# [WORK TASK]
Would you filter these records and copy every line that has the word "main"?

(DATASET)

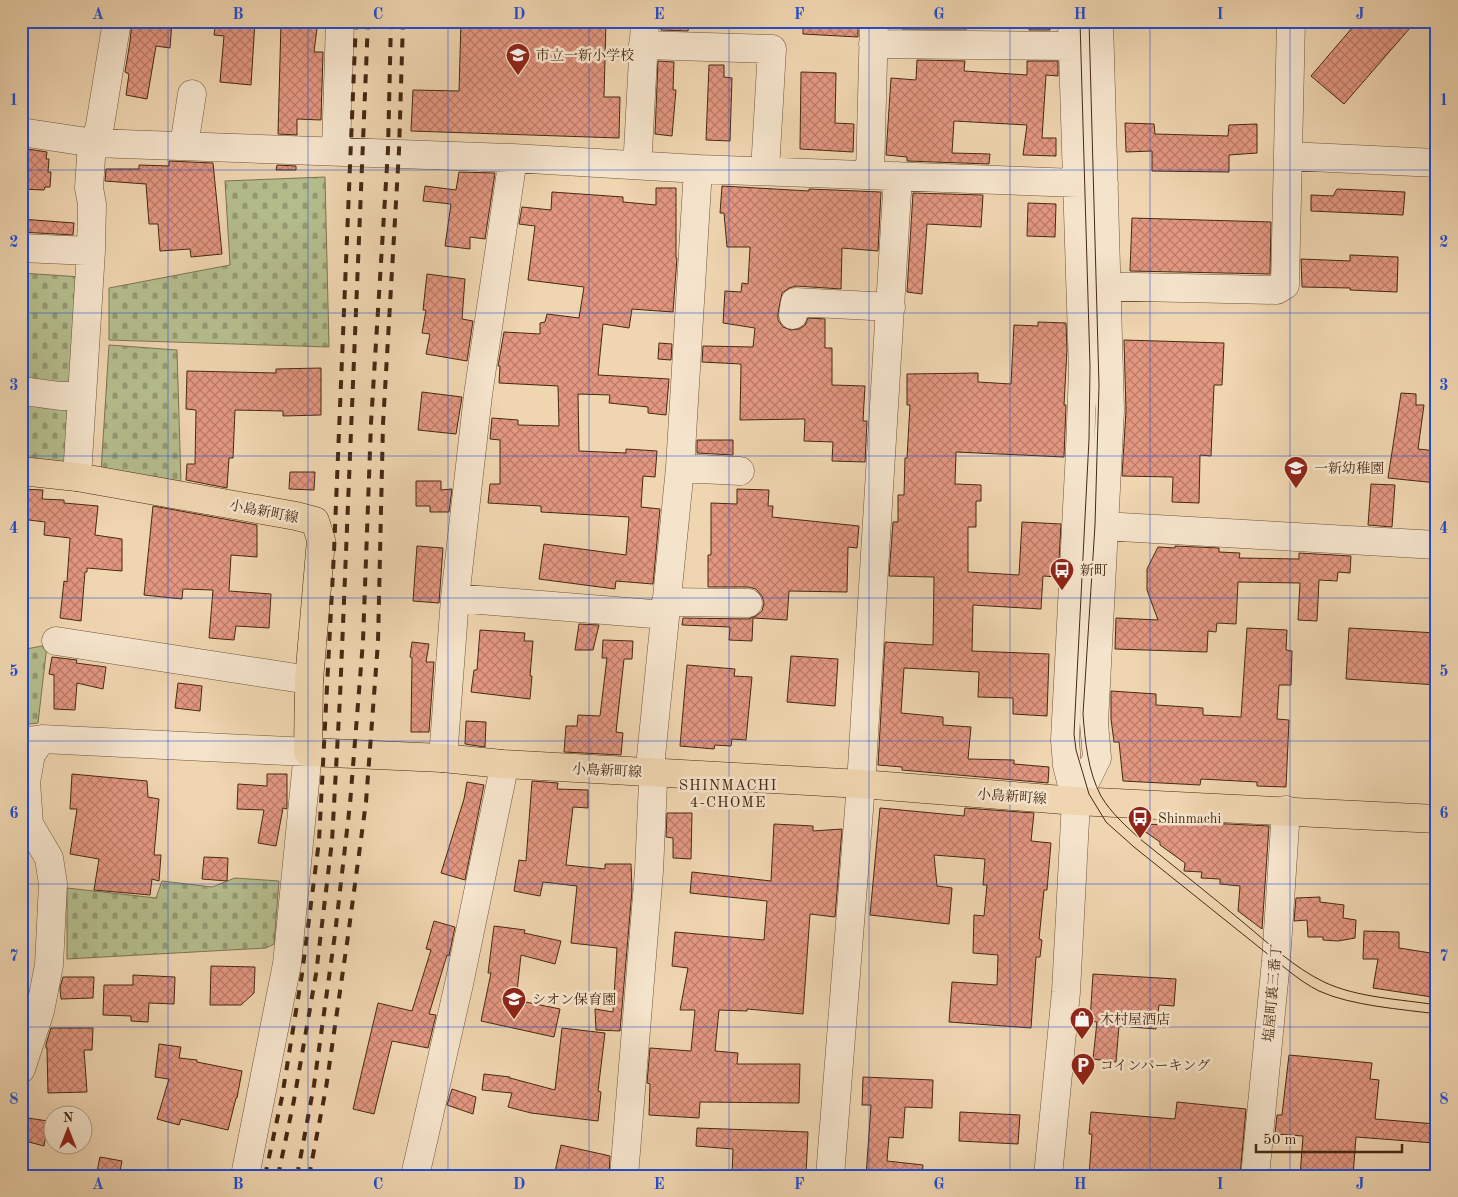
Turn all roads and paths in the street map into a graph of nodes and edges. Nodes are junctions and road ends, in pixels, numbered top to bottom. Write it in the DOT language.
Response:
graph roads {
  1 [pos="118,21"];
  2 [pos="340,21"];
  3 [pos="1100,21"];
  4 [pos="1291,21"];
  5 [pos="644,33"];
  6 [pos="874,33"];
  7 [pos="1072,33"];
  8 [pos="192,94"];
  9 [pos="21,132"];
  10 [pos="94,143"];
  11 [pos="187,145"];
  12 [pos="336,151"];
  13 [pos="1288,156"];
  14 [pos="513,158"];
  15 [pos="1437,163"];
  16 [pos="635,165"];
  17 [pos="698,168"];
  18 [pos="765,171"];
  19 [pos="870,175"];
  20 [pos="898,176"];
  21 [pos="1076,183"];
  22 [pos="1104,184"];
  23 [pos="21,248"];
  24 [pos="91,251"];
  25 [pos="1080,286"];
  26 [pos="1108,286"];
  27 [pos="891,307"];
  28 [pos="793,315"];
  29 [pos="23,391"];
  30 [pos="82,396"];
  31 [pos="680,468"];
  32 [pos="21,471"];
  33 [pos="740,471"];
  34 [pos="77,477"];
  35 [pos="1076,525"];
  36 [pos="1105,526"];
  37 [pos="1437,545"];
  38 [pos="454,598"];
  39 [pos="748,603"];
  40 [pos="666,609"];
  41 [pos="56,641"];
  42 [pos="309,680"];
  43 [pos="32,741"];
  44 [pos="308,752"];
  45 [pos="443,758"];
  46 [pos="502,764"];
  47 [pos="652,773"];
  48 [pos="861,784"];
  49 [pos="1076,801"];
  50 [pos="1286,810"];
  51 [pos="25,819"];
  52 [pos="1437,819"];
  53 [pos="21,1069"];
  54 [pos="246,1176"];
  55 [pos="415,1176"];
  56 [pos="624,1176"];
  57 [pos="830,1176"];
  58 [pos="1048,1176"];
  59 [pos="1256,1176"];
  1 -- 10 [label="street"];
  2 -- 12 [label="street"];
  3 -- 22 [label="street"];
  4 -- 13 [label="street"];
  5 -- 16 [label="street"];
  5 -- 18 [label="street"];
  6 -- 7 [label="street"];
  6 -- 19 [label="street"];
  7 -- 21 [label="street"];
  8 -- 11 [label="street"];
  9 -- 10 [label="street"];
  10 -- 11 [label="street"];
  10 -- 24 [label="street"];
  11 -- 12 [label="street"];
  12 -- 14 [label="street"];
  13 -- 15 [label="street"];
  13 -- 26 [label="street"];
  14 -- 16 [label="street"];
  14 -- 38 [label="street"];
  16 -- 17 [label="street"];
  17 -- 18 [label="street"];
  17 -- 31 [label="street"];
  18 -- 19 [label="street"];
  19 -- 20 [label="street"];
  20 -- 21 [label="street"];
  20 -- 27 [label="street"];
  21 -- 22 [label="street"];
  21 -- 25 [label="street"];
  22 -- 26 [label="street"];
  23 -- 24 [label="street"];
  24 -- 30 [label="street"];
  25 -- 26 [label="street"];
  25 -- 35 [label="street"];
  26 -- 36 [label="street"];
  27 -- 28 [label="street"];
  27 -- 48 [label="street"];
  29 -- 30 [label="street"];
  30 -- 34 [label="street"];
  31 -- 33 [label="street"];
  31 -- 40 [label="street"];
  32 -- 34 [label="main road, 小島新町線"];
  34 -- 42 [label="main road, 小島新町線"];
  35 -- 36 [label="street"];
  35 -- 49 [label="street"];
  36 -- 37 [label="street"];
  36 -- 49 [label="street"];
  38 -- 40 [label="street"];
  38 -- 45 [label="street"];
  39 -- 40 [label="street"];
  40 -- 47 [label="street"];
  41 -- 42 [label="street"];
  42 -- 44 [label="main road, 小島新町線"];
  43 -- 44 [label="street"];
  43 -- 51 [label="street"];
  44 -- 45 [label="main road, 小島新町線"];
  44 -- 54 [label="street"];
  45 -- 46 [label="main road, 小島新町線"];
  46 -- 47 [label="main road, 小島新町線"];
  46 -- 55 [label="street"];
  47 -- 48 [label="main road, 小島新町線"];
  47 -- 56 [label="street"];
  48 -- 49 [label="main road, 小島新町線"];
  48 -- 57 [label="street"];
  49 -- 50 [label="main road, 小島新町線"];
  49 -- 58 [label="street"];
  50 -- 52 [label="main road, 小島新町線"];
  50 -- 59 [label="street, 塩屋町裏三番丁"];
  51 -- 53 [label="street"];
}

(End DATASET)

# [ANSWER FOR THIS EXERCISE]
  32 -- 34 [label="main road, 小島新町線"];
  34 -- 42 [label="main road, 小島新町線"];
  42 -- 44 [label="main road, 小島新町線"];
  44 -- 45 [label="main road, 小島新町線"];
  45 -- 46 [label="main road, 小島新町線"];
  46 -- 47 [label="main road, 小島新町線"];
  47 -- 48 [label="main road, 小島新町線"];
  48 -- 49 [label="main road, 小島新町線"];
  49 -- 50 [label="main road, 小島新町線"];
  50 -- 52 [label="main road, 小島新町線"];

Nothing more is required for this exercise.